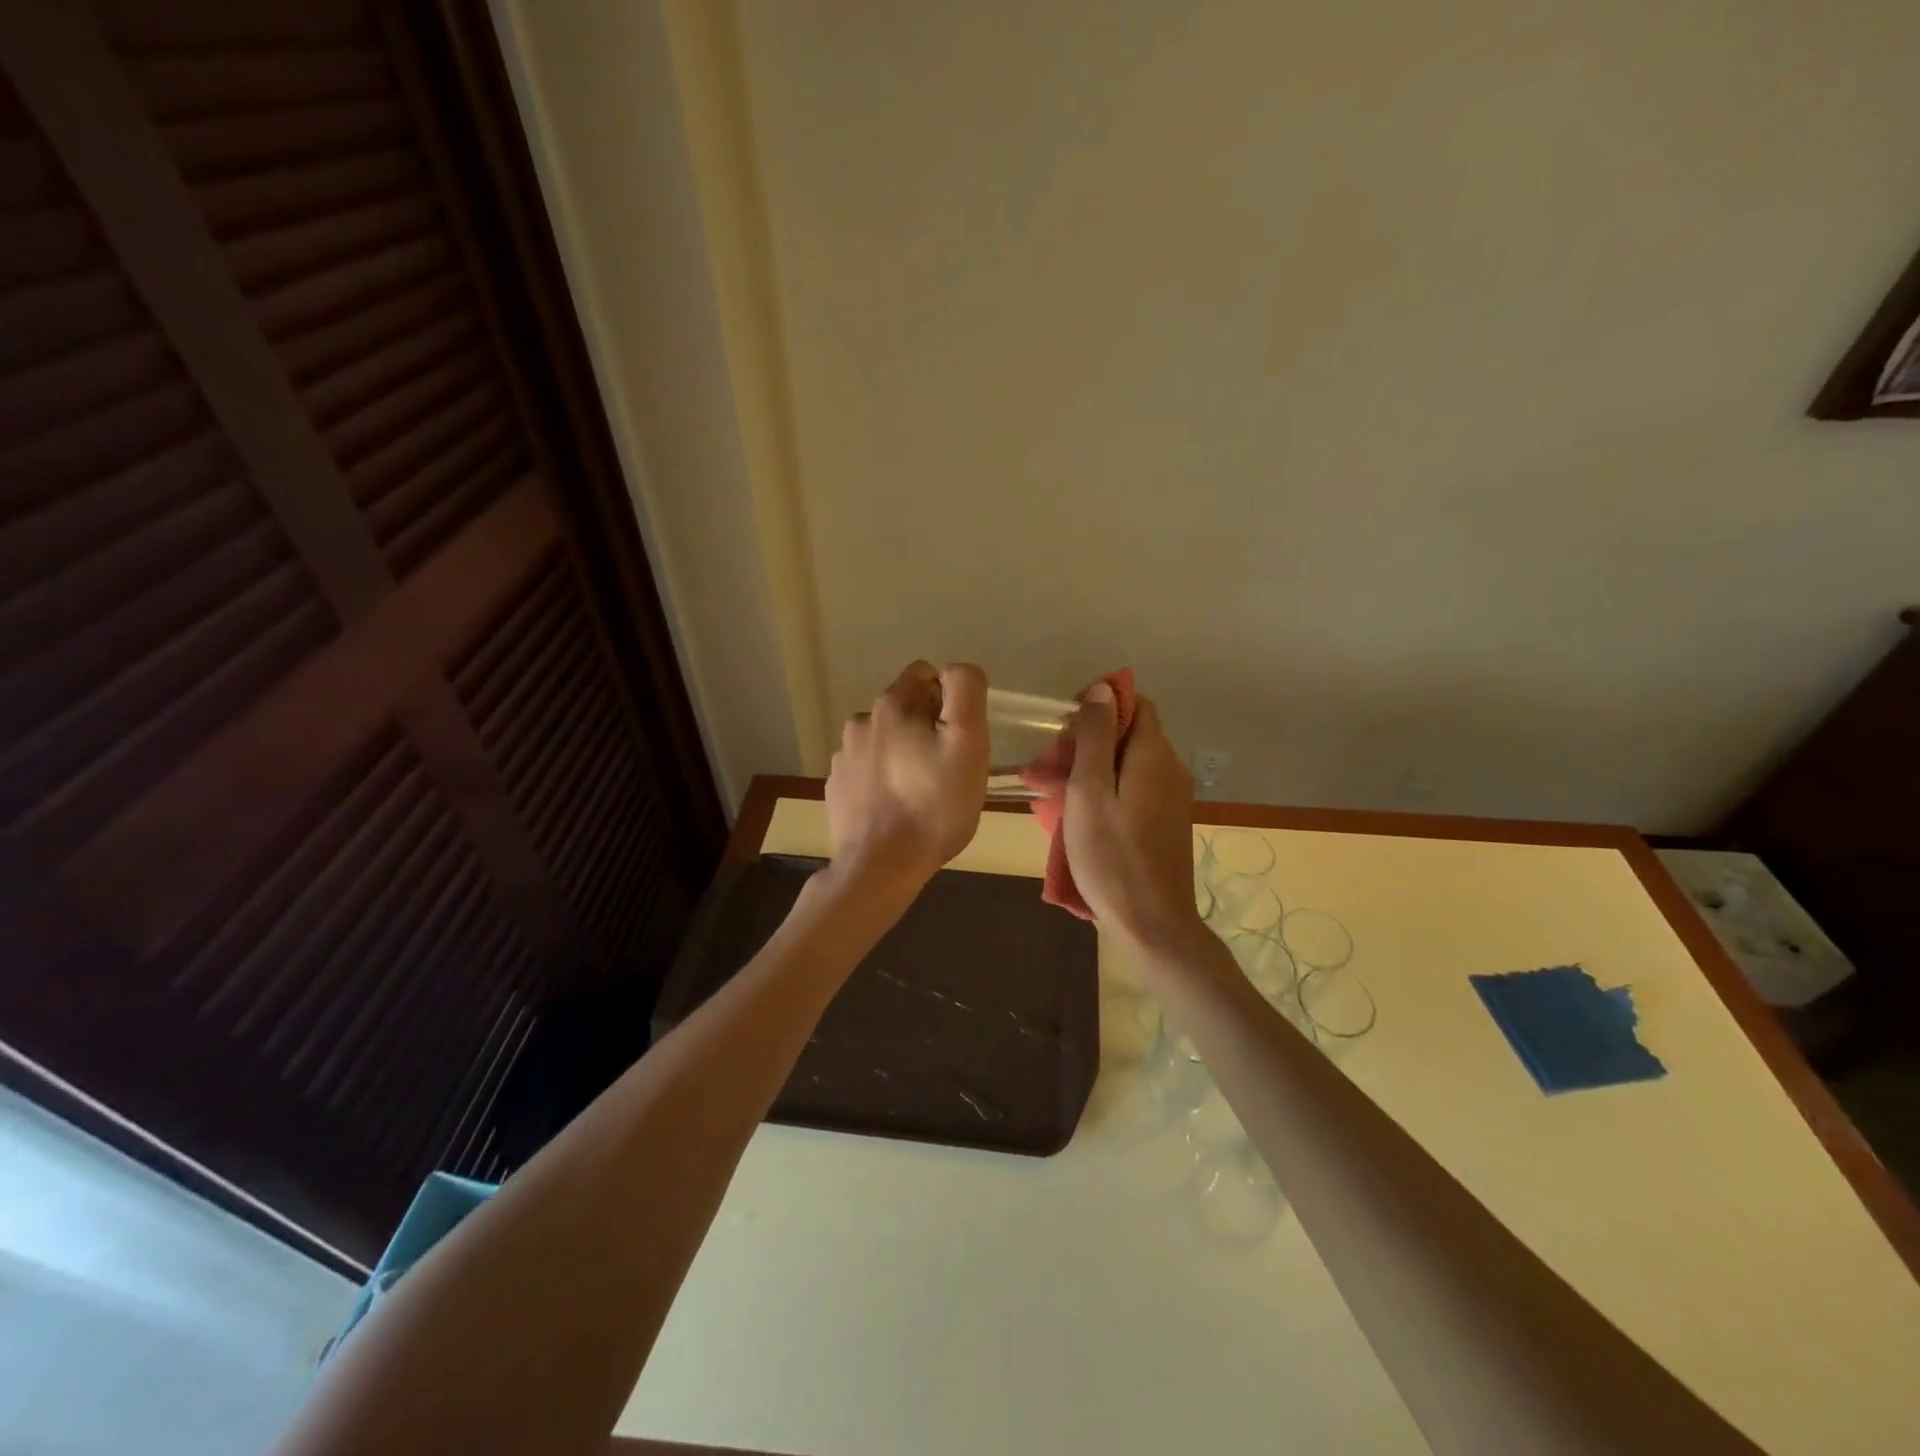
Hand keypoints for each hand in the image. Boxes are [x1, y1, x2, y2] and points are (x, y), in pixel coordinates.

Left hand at [825, 661, 989, 891]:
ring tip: (920, 792)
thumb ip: (965, 692)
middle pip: (904, 708)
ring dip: (902, 754)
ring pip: (884, 740)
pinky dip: (883, 778)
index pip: (924, 675)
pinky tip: (895, 807)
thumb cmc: (933, 805)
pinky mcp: (836, 787)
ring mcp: (843, 757)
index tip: (956, 737)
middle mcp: (860, 723)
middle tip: (944, 769)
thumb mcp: (968, 744)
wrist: (881, 866)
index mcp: (890, 706)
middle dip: (926, 728)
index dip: (948, 700)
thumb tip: (956, 671)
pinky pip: (867, 769)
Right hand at [1061, 684, 1207, 953]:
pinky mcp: (1164, 821)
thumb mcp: (1090, 791)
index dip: (1099, 705)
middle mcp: (1169, 768)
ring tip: (1046, 792)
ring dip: (1087, 769)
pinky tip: (1073, 813)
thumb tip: (1104, 689)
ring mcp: (1169, 797)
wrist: (1152, 923)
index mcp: (1153, 755)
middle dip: (1084, 742)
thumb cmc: (1112, 856)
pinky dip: (1102, 791)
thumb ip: (1096, 737)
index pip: (1134, 704)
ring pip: (1125, 764)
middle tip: (1043, 768)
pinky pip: (1131, 789)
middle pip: (1126, 735)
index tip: (1064, 727)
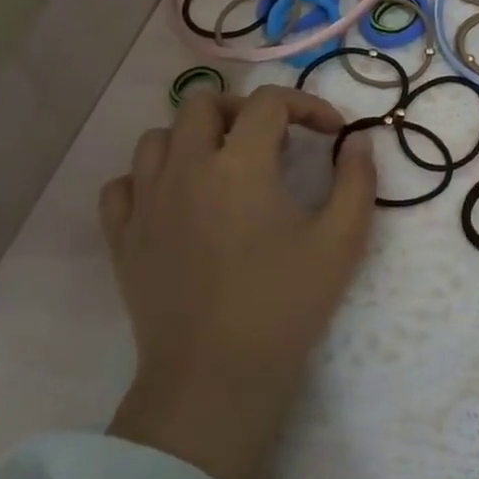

- **Aim of the task**:
Reproduce only the lines running from the beginning of the entries above to the line holding "thumb ip: (1096, 737)", inclusive. Pictures stay out of the copy.

- **Exercise result**:
Hand keypoints for each hand in the image. Boxes are [x1, y1, x2, y2] and points are (x, y), in pixel coordinates.

Left hand at [825, 661, 989, 891]:
ring tip: (920, 792)
thumb ip: (965, 692)
middle pip: (904, 708)
ring dip: (902, 754)
ring pip: (884, 740)
pinky dip: (883, 778)
index pip: (924, 675)
pinky tip: (895, 807)
thumb cmc: (933, 805)
pinky mcp: (836, 787)
ring mcp: (843, 757)
index tip: (956, 737)
middle mcp: (860, 723)
middle tip: (944, 769)
thumb mcp: (968, 744)
wrist: (881, 866)
index mcp: (890, 706)
middle dip: (926, 728)
index dip: (948, 700)
thumb tip: (956, 671)
pinky pip: (867, 769)
Right hand at [1061, 684, 1207, 953]:
pinky mcp: (1164, 821)
thumb mcp: (1090, 791)
index dip: (1099, 705)
middle mcp: (1169, 768)
ring tip: (1046, 792)
ring dip: (1087, 769)
pinky tip: (1073, 813)
thumb tip: (1104, 689)
ring mcp: (1169, 797)
wrist: (1152, 923)
index mcp: (1153, 755)
middle dip: (1084, 742)
thumb cmc: (1112, 856)
pinky dip: (1102, 791)
thumb ip: (1096, 737)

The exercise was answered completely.